SES spokeswoman Sally Lowenstein said the volunteers had been trained as air observers by the Australian Maritime Safety Authority, and flew out of Essendon Airport on a search-and-rescue plane about 5am on Friday.
“That plane is based in Victoria and that’s why they’ve taken a Victorian crew as well,” she said.
The volunteers will work from RAAF Base Pearce, north of Perth, until Wednesday.
5:52am: So remote is the search zone, in the Indian Ocean 2500 kilometres south-west of Perth, that it takes aircraft about four hours to reach the area.
When they arrive, they only have enough fuel to search for two hours, before heading back to base.
5:46am: The Age's Steve Lillebuen has contacted Norwegian cargo ship Höegh St Petersburg, which has been diverted to the search area.
But the skipper declined to answer any questions about the search or current weather conditions, referring inquiries to AMSA.

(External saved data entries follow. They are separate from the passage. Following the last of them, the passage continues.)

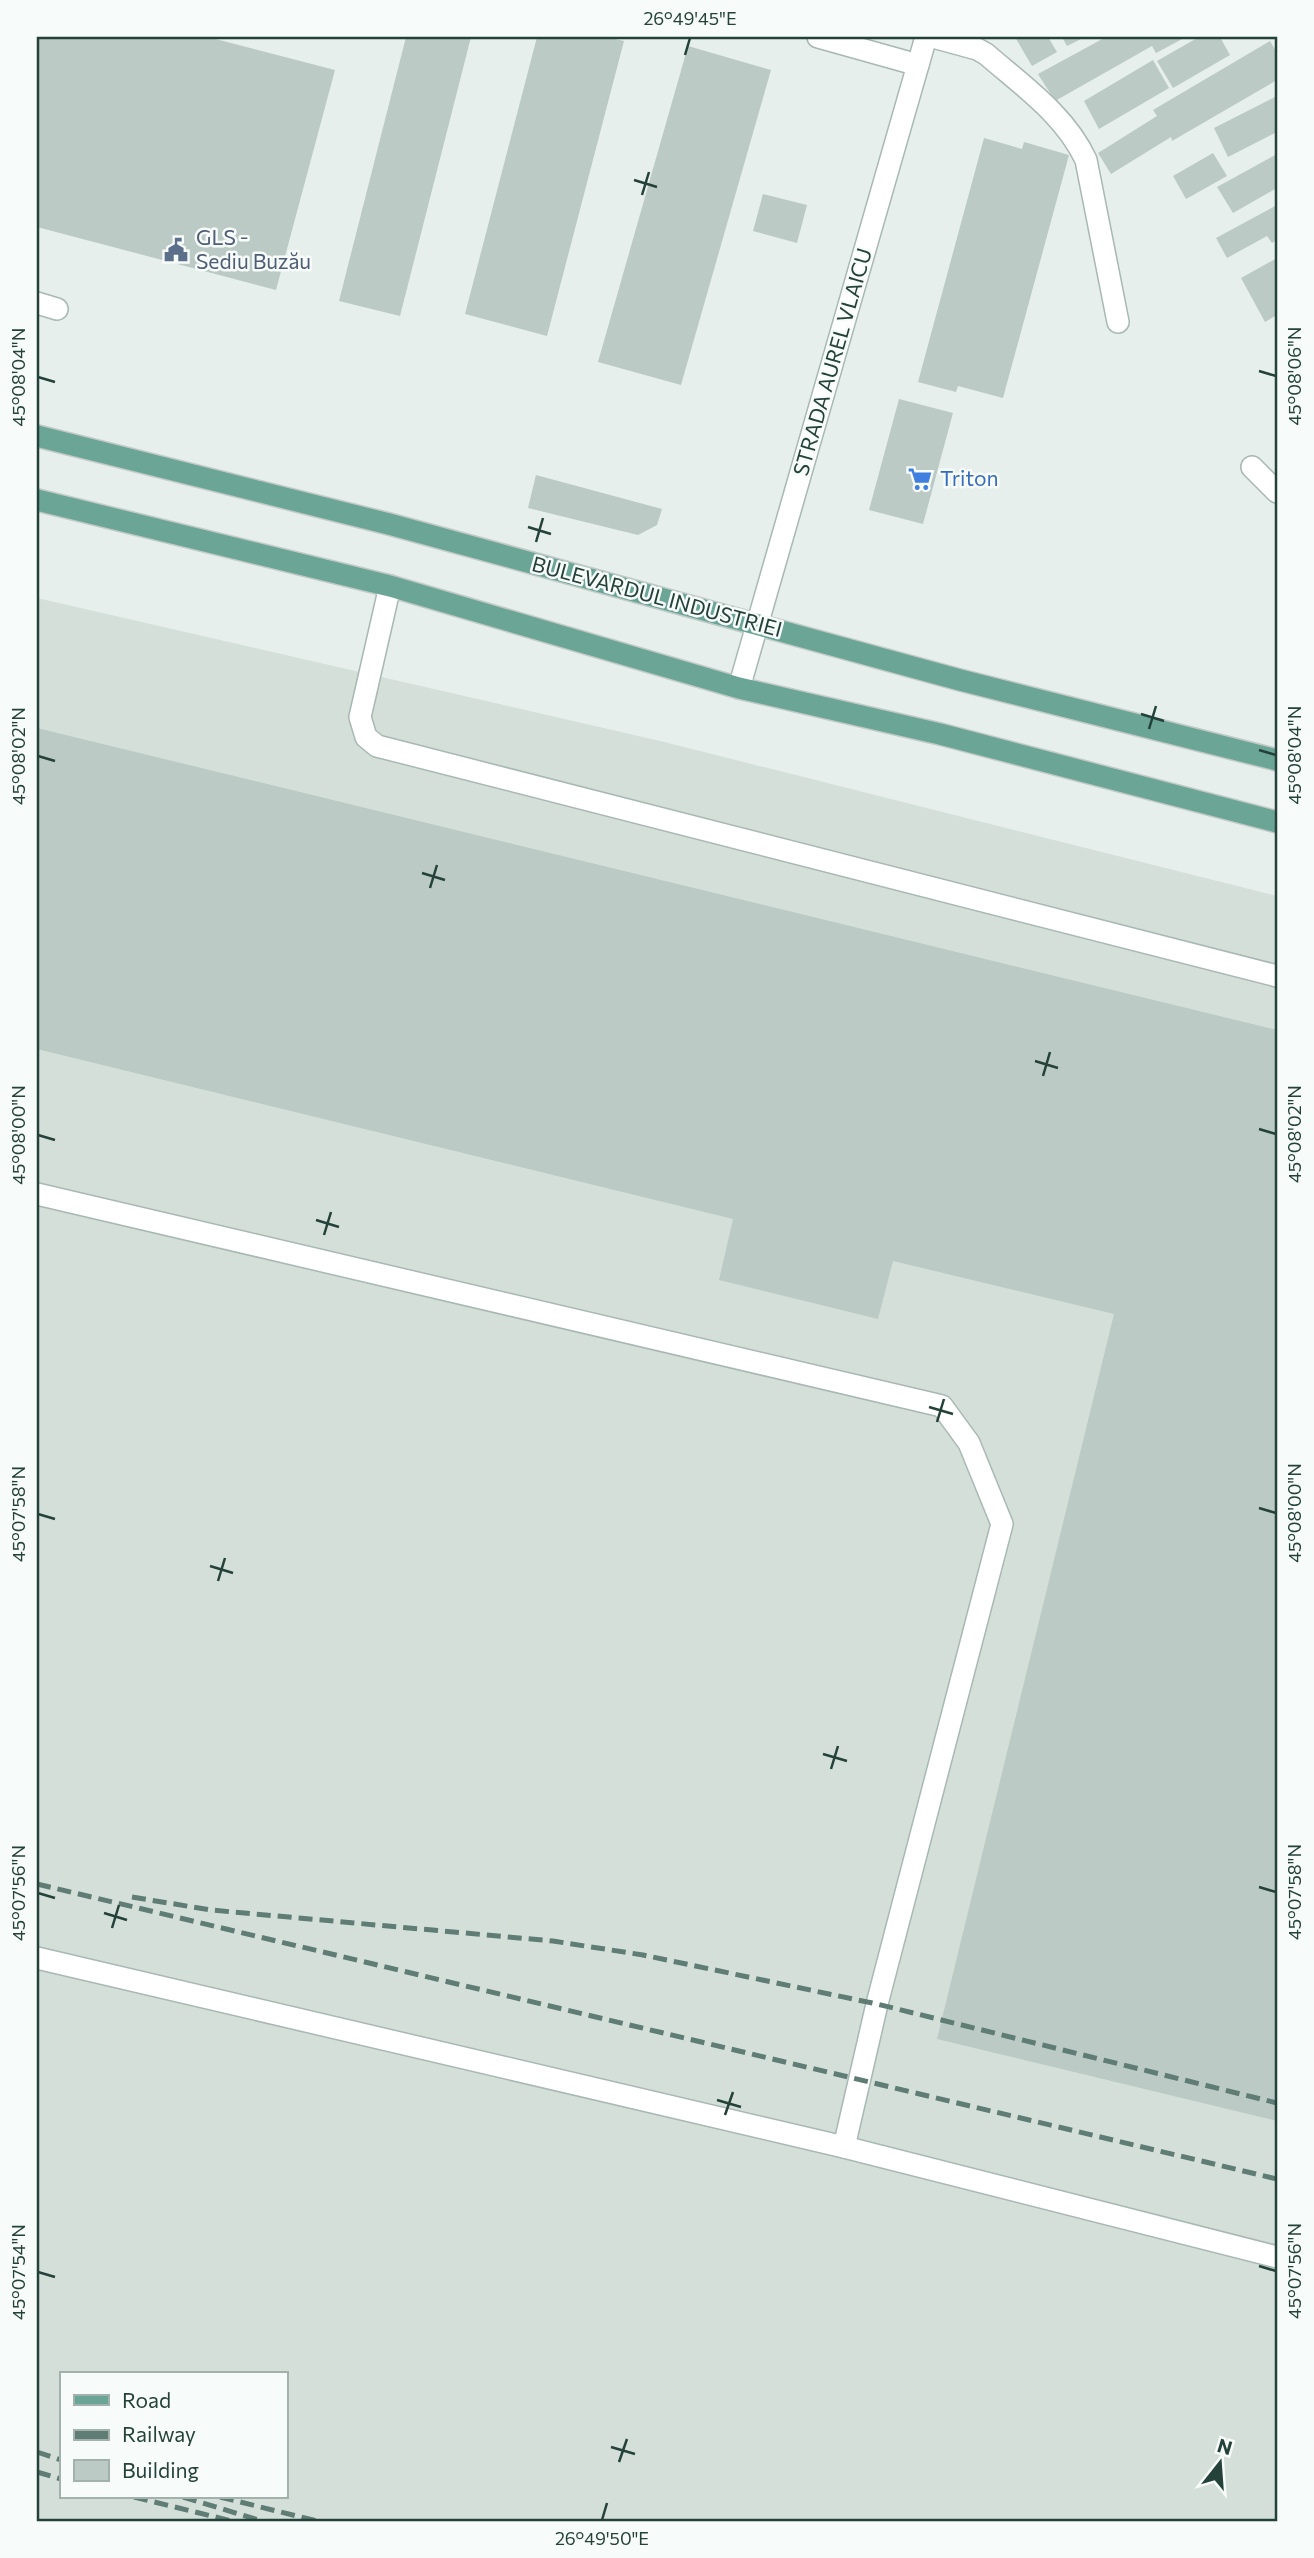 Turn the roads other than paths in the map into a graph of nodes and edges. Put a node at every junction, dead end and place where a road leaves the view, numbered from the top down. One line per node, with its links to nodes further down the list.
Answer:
1 (818, 37): 4 (street)
2 (926, 37): 4 (street, STRADA AUREL VLAICU)
3 (933, 37): 5 (street)
4 (918, 65): 11 (street, STRADA AUREL VLAICU)
5 (1118, 322)
6 (37, 436): 11 (main road, BULEVARDUL INDUSTRIEI)
7 (1252, 467): 8 (street)
8 (1277, 492)
9 (37, 500): 10 (main road)
10 (390, 586): 12 (main road); 15 (street)
11 (758, 624): 12 (street, STRADA AUREL VLAICU); 13 (main road, BULEVARDUL INDUSTRIEI)
12 (739, 688): 14 (main road)
13 (1276, 755)
14 (1277, 822)
15 (1277, 976)
16 (37, 1194): 18 (street)
17 (37, 1958): 18 (street)
18 (844, 2147): 19 (street)
19 (1277, 2257) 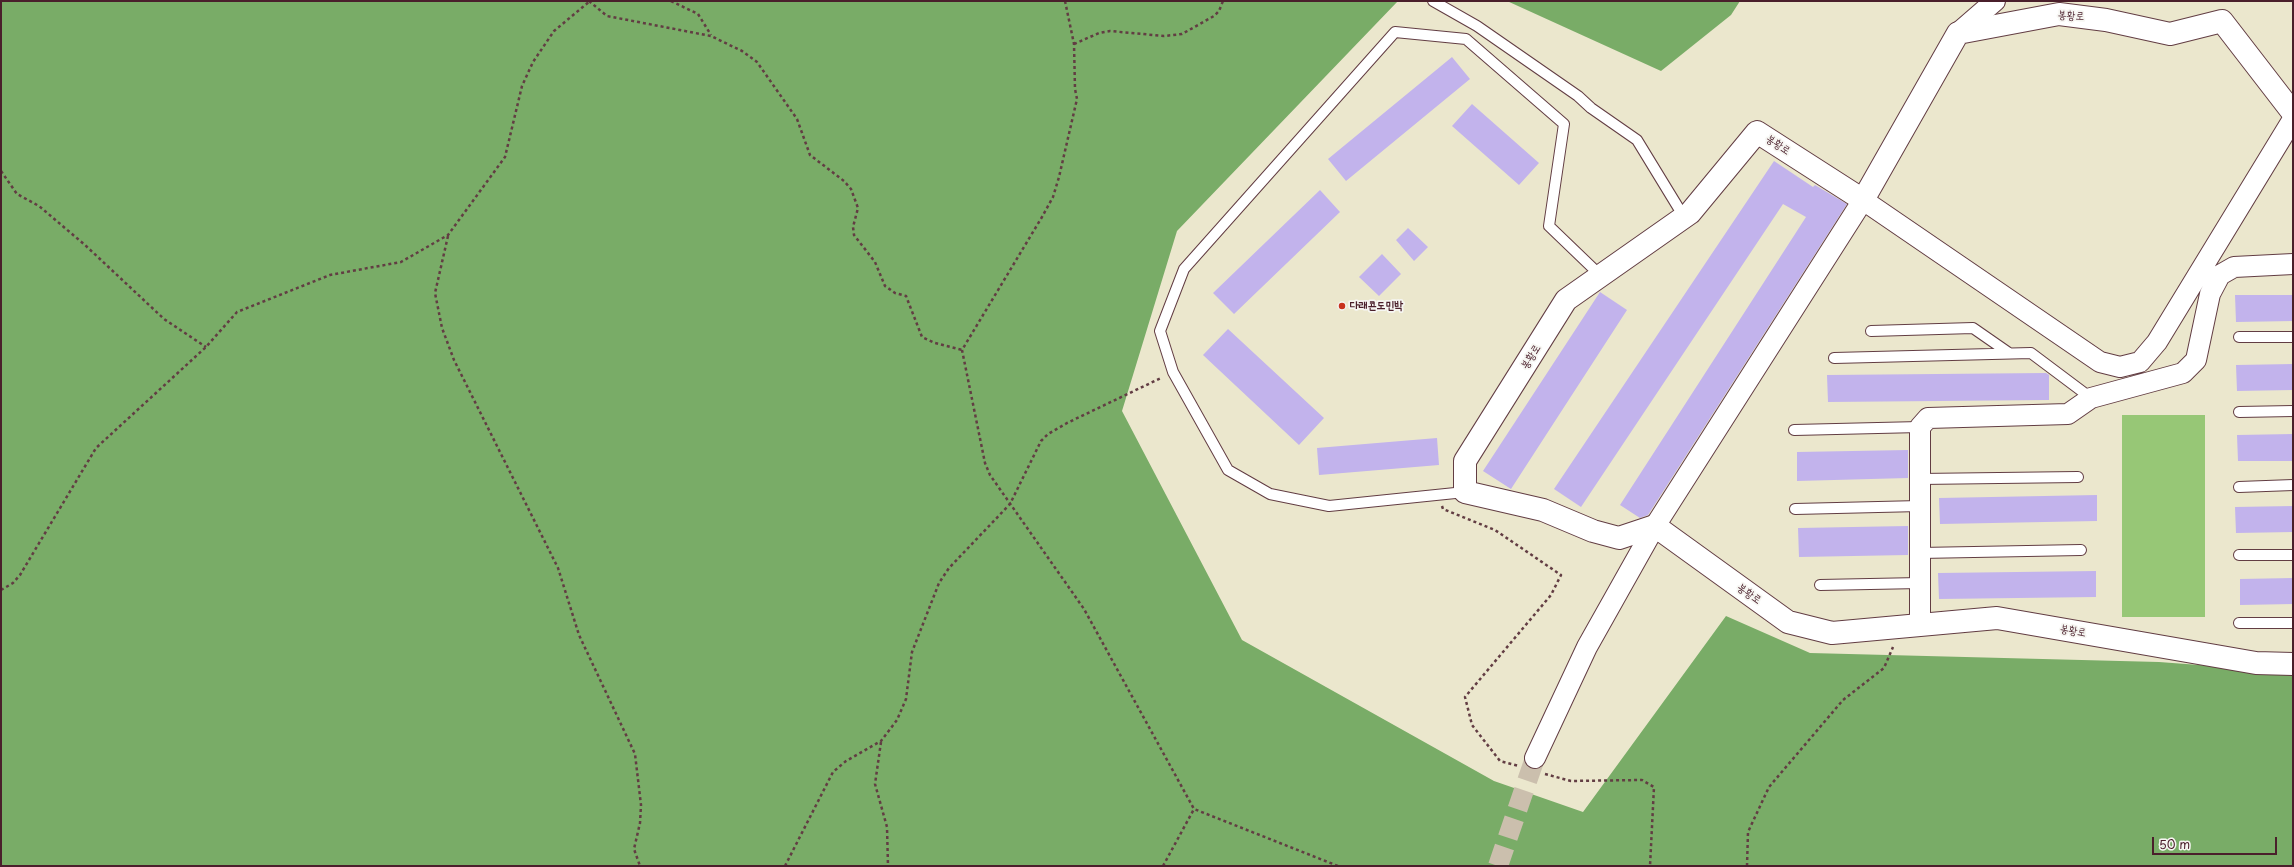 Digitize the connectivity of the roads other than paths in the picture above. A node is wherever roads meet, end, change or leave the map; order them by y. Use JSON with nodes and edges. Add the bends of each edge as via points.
{"nodes":[{"id":1,"x":1433,"y":1,"type":"edge"},
{"id":2,"x":1995,"y":1,"type":"edge"},
{"id":3,"x":1958,"y":33,"type":"junction"},
{"id":4,"x":2293,"y":113,"type":"edge"},
{"id":5,"x":2293,"y":120,"type":"edge"},
{"id":6,"x":1863,"y":200,"type":"junction"},
{"id":7,"x":1684,"y":217,"type":"junction"},
{"id":8,"x":2293,"y":264,"type":"edge"},
{"id":9,"x":1601,"y":276,"type":"junction"},
{"id":10,"x":1872,"y":331,"type":"dead end"},
{"id":11,"x":2239,"y":337,"type":"dead end"},
{"id":12,"x":2293,"y":337,"type":"edge"},
{"id":13,"x":2009,"y":353,"type":"junction"},
{"id":14,"x":1834,"y":358,"type":"dead end"},
{"id":15,"x":2091,"y":398,"type":"junction"},
{"id":16,"x":2293,"y":411,"type":"edge"},
{"id":17,"x":2239,"y":412,"type":"dead end"},
{"id":18,"x":1920,"y":427,"type":"junction"},
{"id":19,"x":1794,"y":430,"type":"dead end"},
{"id":20,"x":2078,"y":477,"type":"dead end"},
{"id":21,"x":1920,"y":479,"type":"junction"},
{"id":22,"x":2293,"y":486,"type":"edge"},
{"id":23,"x":2239,"y":487,"type":"dead end"},
{"id":24,"x":1465,"y":492,"type":"junction"},
{"id":25,"x":1920,"y":506,"type":"junction"},
{"id":26,"x":1795,"y":509,"type":"dead end"},
{"id":27,"x":1654,"y":526,"type":"junction"},
{"id":28,"x":2081,"y":550,"type":"dead end"},
{"id":29,"x":1920,"y":553,"type":"junction"},
{"id":30,"x":2239,"y":555,"type":"dead end"},
{"id":31,"x":2293,"y":555,"type":"edge"},
{"id":32,"x":1920,"y":583,"type":"junction"},
{"id":33,"x":1820,"y":585,"type":"dead end"},
{"id":34,"x":2239,"y":623,"type":"dead end"},
{"id":35,"x":2293,"y":623,"type":"edge"},
{"id":36,"x":1920,"y":624,"type":"junction"},
{"id":37,"x":2293,"y":664,"type":"edge"},
{"id":38,"x":1533,"y":766,"type":"tunnel mouth"}],
"edges":[{"from":1,"to":7,"type":"lane","via":[[1477,26],[1637,140]]},
{"from":2,"to":3,"type":"street"},
{"from":3,"to":4,"type":"street","name":"봉황로","via":[[2059,14],[2106,20],[2170,34],[2222,21]]},
{"from":3,"to":6,"type":"street"},
{"from":5,"to":6,"type":"street","via":[[2157,342],[2140,362],[2120,367],[2100,362]]},
{"from":6,"to":7,"type":"street","name":"봉황로","via":[[1757,132]]},
{"from":6,"to":27,"type":"street"},
{"from":7,"to":9,"type":"street","name":"봉황로"},
{"from":8,"to":15,"type":"street","via":[[2234,267],[2220,275],[2210,294],[2196,360],[2183,373]]},
{"from":9,"to":24,"type":"street","name":"봉황로","via":[[1566,300],[1465,461]]},
{"from":9,"to":24,"type":"lane","via":[[1549,226],[1564,124],[1466,39],[1395,32],[1184,269],[1160,331],[1173,372],[1228,470],[1270,494],[1329,506]]},
{"from":10,"to":13,"type":"lane","via":[[1974,328]]},
{"from":11,"to":12,"type":"lane"},
{"from":13,"to":14,"type":"lane"},
{"from":13,"to":15,"type":"lane","via":[[2031,353]]},
{"from":15,"to":18,"type":"street","via":[[2068,414],[1928,418]]},
{"from":16,"to":17,"type":"lane"},
{"from":18,"to":19,"type":"lane"},
{"from":18,"to":21,"type":"street"},
{"from":20,"to":21,"type":"lane"},
{"from":21,"to":25,"type":"street"},
{"from":22,"to":23,"type":"lane"},
{"from":24,"to":27,"type":"street","via":[[1543,510],[1593,531],[1619,538]]},
{"from":25,"to":26,"type":"lane"},
{"from":25,"to":29,"type":"street"},
{"from":27,"to":36,"type":"street","name":"봉황로","via":[[1788,622],[1832,633]]},
{"from":27,"to":38,"type":"street","via":[[1587,647]]},
{"from":28,"to":29,"type":"lane"},
{"from":29,"to":32,"type":"street"},
{"from":30,"to":31,"type":"lane"},
{"from":32,"to":33,"type":"lane"},
{"from":32,"to":36,"type":"street"},
{"from":34,"to":35,"type":"lane"},
{"from":36,"to":37,"type":"street","name":"봉황로","via":[[1997,618],[2256,663]]}]}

An AMSA spokeswoman had no further updates.
The Höegh St Petersburg, a car carrier, was en route from South Africa to Australia when it was diverted.
Other vessels heading to the search zone include the Australian navy ship HMAS Success, which is due to reach the area on Saturday.
5:41am: One of the planes scouring the southern Indian Ocean on Thursday afternoon did detect several objects on its radar - but it turned out to be a false alarm.
One was a freighter, and two others were pods of dolphins.
David Wright, from US news organisation ABC, was on board the P-8 Poseidon plane that was sent to the area where debris from the airplane was potentially identified.
Wright said searchers were posted at all of the plane's windows, and the plane worked back and forth through its search area in a ‘‘lawn mowing pattern’’.
Whatever may be shown in that satellite image still a mystery - unknown material that MAY have drifted or sunk. They'll keep searching!— David Wright (@WrightUps) March 20, 2014
5:28am: At 8am, the Australian Maritime Safety Authority released this update about today's operation:
"Today’s search will utilise four military aircraft, including two RAAF Orions, tasked by the Australian Maritime Safety Authority (AMSA) to search a 23,000 kilometre area, about 2500 kilometres south-west of Perth.
"A merchant ship remains in the search area. Another merchant ship is en route to the area and is expected to arrive tonight.
"A total of six merchant ships have assisted in the search since a shipping broadcast was issued by AMSA on Monday night."